Work instruction
Filter the records, keeping every line that has the string "roads".

Records provided

====

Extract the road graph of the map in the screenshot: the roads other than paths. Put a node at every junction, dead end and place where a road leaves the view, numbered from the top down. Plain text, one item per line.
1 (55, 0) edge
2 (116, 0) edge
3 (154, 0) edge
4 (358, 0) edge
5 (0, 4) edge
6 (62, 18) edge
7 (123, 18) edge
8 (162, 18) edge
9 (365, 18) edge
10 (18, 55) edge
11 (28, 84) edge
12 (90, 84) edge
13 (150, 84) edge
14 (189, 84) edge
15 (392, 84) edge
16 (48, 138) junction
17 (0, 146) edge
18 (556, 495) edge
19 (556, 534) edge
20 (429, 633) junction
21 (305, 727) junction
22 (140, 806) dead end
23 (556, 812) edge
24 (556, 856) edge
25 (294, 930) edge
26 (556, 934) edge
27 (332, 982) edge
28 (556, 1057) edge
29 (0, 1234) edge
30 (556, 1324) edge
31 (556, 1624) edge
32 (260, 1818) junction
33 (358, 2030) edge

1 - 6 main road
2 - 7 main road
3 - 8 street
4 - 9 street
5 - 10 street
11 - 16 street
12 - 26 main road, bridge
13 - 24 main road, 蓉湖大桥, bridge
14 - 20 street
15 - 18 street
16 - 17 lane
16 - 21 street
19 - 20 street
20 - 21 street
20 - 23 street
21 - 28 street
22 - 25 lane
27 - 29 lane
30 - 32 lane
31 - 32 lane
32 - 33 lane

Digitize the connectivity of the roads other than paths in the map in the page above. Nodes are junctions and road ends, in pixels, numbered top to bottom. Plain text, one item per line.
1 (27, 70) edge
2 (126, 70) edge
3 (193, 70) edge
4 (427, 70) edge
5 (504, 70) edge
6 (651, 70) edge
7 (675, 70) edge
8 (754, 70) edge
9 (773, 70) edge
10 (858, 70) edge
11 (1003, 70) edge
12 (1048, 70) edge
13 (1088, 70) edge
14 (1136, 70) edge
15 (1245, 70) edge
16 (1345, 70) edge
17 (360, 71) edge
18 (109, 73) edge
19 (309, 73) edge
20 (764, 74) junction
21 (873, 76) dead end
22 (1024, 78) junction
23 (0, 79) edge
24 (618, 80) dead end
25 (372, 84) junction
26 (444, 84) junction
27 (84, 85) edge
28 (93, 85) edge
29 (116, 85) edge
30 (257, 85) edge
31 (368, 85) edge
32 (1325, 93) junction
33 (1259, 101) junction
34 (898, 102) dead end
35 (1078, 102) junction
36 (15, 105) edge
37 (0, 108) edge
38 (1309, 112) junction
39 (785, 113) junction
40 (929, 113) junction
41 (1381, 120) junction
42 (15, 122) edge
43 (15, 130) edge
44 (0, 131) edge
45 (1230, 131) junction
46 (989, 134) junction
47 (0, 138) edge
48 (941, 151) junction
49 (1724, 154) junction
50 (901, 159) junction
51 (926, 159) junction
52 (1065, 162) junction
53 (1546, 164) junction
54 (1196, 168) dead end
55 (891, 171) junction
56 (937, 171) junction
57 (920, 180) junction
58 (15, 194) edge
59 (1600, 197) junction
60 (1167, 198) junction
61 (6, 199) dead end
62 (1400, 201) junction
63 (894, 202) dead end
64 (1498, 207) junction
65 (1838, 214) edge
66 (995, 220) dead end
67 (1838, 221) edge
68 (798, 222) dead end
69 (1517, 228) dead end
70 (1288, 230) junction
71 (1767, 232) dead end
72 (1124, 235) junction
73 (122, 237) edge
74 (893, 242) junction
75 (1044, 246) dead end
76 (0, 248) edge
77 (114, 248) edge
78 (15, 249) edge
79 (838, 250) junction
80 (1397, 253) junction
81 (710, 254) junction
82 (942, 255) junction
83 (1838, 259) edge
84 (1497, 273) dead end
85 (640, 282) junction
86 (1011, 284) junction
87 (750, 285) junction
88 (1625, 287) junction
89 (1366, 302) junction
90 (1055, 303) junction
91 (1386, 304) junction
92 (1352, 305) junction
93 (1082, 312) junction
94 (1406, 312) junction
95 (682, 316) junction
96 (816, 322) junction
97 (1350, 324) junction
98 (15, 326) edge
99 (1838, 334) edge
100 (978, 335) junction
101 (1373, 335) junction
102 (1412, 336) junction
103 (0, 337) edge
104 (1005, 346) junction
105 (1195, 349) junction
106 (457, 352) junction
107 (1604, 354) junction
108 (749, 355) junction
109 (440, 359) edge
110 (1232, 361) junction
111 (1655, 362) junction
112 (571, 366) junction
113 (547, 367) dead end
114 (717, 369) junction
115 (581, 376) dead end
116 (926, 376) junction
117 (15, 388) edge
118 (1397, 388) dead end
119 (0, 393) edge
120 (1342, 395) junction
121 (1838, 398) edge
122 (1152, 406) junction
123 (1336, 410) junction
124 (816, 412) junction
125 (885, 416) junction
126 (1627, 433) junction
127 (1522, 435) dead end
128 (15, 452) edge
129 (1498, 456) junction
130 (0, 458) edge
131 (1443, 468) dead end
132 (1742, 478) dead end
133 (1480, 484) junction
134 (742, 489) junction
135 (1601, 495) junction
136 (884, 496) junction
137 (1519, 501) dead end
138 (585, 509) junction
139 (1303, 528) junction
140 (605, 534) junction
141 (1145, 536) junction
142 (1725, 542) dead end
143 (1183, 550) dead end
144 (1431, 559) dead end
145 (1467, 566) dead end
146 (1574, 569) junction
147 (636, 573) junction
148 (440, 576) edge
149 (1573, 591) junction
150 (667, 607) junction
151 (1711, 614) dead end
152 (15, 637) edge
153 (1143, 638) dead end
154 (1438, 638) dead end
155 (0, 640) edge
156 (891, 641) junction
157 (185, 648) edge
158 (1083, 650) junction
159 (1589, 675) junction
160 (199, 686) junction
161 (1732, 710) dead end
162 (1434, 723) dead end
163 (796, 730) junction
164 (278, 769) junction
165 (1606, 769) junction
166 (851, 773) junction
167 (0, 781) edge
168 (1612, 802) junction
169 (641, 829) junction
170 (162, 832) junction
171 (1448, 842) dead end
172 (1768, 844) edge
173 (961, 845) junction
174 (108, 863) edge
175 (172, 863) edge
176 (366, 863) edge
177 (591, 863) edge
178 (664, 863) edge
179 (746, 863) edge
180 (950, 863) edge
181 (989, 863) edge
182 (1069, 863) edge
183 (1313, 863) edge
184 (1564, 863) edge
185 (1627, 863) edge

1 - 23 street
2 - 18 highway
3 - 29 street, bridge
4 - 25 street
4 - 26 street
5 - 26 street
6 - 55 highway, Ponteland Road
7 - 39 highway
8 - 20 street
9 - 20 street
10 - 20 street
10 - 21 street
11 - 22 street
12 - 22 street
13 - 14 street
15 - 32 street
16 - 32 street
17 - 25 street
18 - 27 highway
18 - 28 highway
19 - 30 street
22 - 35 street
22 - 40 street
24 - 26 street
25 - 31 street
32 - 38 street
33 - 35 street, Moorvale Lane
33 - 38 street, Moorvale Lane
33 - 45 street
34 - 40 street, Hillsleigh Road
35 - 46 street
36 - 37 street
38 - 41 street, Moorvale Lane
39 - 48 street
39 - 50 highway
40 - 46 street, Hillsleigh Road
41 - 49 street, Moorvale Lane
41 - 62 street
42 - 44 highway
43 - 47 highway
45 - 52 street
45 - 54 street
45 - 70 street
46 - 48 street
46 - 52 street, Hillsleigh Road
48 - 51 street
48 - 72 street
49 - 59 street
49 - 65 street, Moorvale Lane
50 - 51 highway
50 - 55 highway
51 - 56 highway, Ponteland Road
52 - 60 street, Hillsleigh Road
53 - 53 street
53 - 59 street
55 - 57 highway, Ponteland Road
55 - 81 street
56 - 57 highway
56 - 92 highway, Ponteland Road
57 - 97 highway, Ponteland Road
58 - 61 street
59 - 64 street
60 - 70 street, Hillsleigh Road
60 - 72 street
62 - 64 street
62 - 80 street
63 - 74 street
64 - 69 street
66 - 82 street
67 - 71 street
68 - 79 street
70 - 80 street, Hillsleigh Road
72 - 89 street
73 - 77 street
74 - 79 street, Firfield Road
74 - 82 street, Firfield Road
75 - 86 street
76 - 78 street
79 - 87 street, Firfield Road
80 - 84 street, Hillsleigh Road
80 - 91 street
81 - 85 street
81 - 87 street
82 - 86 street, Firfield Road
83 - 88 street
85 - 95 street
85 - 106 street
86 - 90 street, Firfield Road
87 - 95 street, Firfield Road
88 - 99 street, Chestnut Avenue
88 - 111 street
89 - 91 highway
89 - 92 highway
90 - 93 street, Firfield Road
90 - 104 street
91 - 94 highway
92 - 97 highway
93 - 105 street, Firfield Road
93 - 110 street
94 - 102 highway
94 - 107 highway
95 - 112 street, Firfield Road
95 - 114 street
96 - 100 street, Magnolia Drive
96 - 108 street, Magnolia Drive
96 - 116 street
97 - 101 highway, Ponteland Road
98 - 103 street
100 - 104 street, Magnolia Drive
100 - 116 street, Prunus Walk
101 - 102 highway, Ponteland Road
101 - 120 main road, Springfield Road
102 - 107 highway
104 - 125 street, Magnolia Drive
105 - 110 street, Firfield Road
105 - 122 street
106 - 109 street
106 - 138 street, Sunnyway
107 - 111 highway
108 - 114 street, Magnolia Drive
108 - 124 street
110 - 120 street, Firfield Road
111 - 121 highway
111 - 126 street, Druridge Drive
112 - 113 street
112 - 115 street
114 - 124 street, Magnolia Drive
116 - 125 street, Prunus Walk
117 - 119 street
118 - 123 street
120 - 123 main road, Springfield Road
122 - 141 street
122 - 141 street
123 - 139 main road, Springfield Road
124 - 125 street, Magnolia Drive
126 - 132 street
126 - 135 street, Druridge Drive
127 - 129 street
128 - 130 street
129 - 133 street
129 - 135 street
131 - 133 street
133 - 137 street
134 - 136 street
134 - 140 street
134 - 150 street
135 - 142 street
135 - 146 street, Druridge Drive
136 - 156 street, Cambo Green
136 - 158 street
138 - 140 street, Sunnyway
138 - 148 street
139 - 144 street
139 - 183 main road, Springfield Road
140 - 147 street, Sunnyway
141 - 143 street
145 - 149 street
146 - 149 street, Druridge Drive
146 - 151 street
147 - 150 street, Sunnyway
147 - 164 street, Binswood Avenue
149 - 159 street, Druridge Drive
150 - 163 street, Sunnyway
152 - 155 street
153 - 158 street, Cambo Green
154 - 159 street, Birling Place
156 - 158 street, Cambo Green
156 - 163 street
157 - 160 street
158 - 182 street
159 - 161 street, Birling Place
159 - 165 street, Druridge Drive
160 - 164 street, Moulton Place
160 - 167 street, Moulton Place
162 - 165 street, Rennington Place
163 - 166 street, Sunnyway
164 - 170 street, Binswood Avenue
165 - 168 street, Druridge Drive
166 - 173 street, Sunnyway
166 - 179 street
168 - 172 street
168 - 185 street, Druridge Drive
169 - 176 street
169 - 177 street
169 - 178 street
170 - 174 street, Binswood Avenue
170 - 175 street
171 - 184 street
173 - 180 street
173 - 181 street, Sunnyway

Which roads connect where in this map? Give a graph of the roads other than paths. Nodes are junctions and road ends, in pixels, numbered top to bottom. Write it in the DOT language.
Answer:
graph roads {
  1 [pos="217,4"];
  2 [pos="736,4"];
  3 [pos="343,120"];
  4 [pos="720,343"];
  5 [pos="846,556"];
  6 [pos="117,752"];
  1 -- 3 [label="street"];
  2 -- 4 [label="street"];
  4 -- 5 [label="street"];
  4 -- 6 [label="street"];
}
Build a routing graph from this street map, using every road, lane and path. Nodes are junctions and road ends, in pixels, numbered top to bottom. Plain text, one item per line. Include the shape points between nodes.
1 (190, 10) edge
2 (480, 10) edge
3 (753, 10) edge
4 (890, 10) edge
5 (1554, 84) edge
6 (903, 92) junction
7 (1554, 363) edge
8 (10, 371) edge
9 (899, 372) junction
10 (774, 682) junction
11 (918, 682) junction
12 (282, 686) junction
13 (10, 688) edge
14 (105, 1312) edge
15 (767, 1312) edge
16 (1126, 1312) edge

====

Reply
Extract the road graph of the map in the screenshot: the roads other than paths. Put a node at every junction, dead end and place where a road leaves the view, numbered from the top down. Plain text, one item per line.
Digitize the connectivity of the roads other than paths in the map in the page above. Nodes are junctions and road ends, in pixels, numbered top to bottom. Plain text, one item per line.
Which roads connect where in this map? Give a graph of the roads other than paths. Nodes are junctions and road ends, in pixels, numbered top to bottom. Write it in the DOT language.
graph roads {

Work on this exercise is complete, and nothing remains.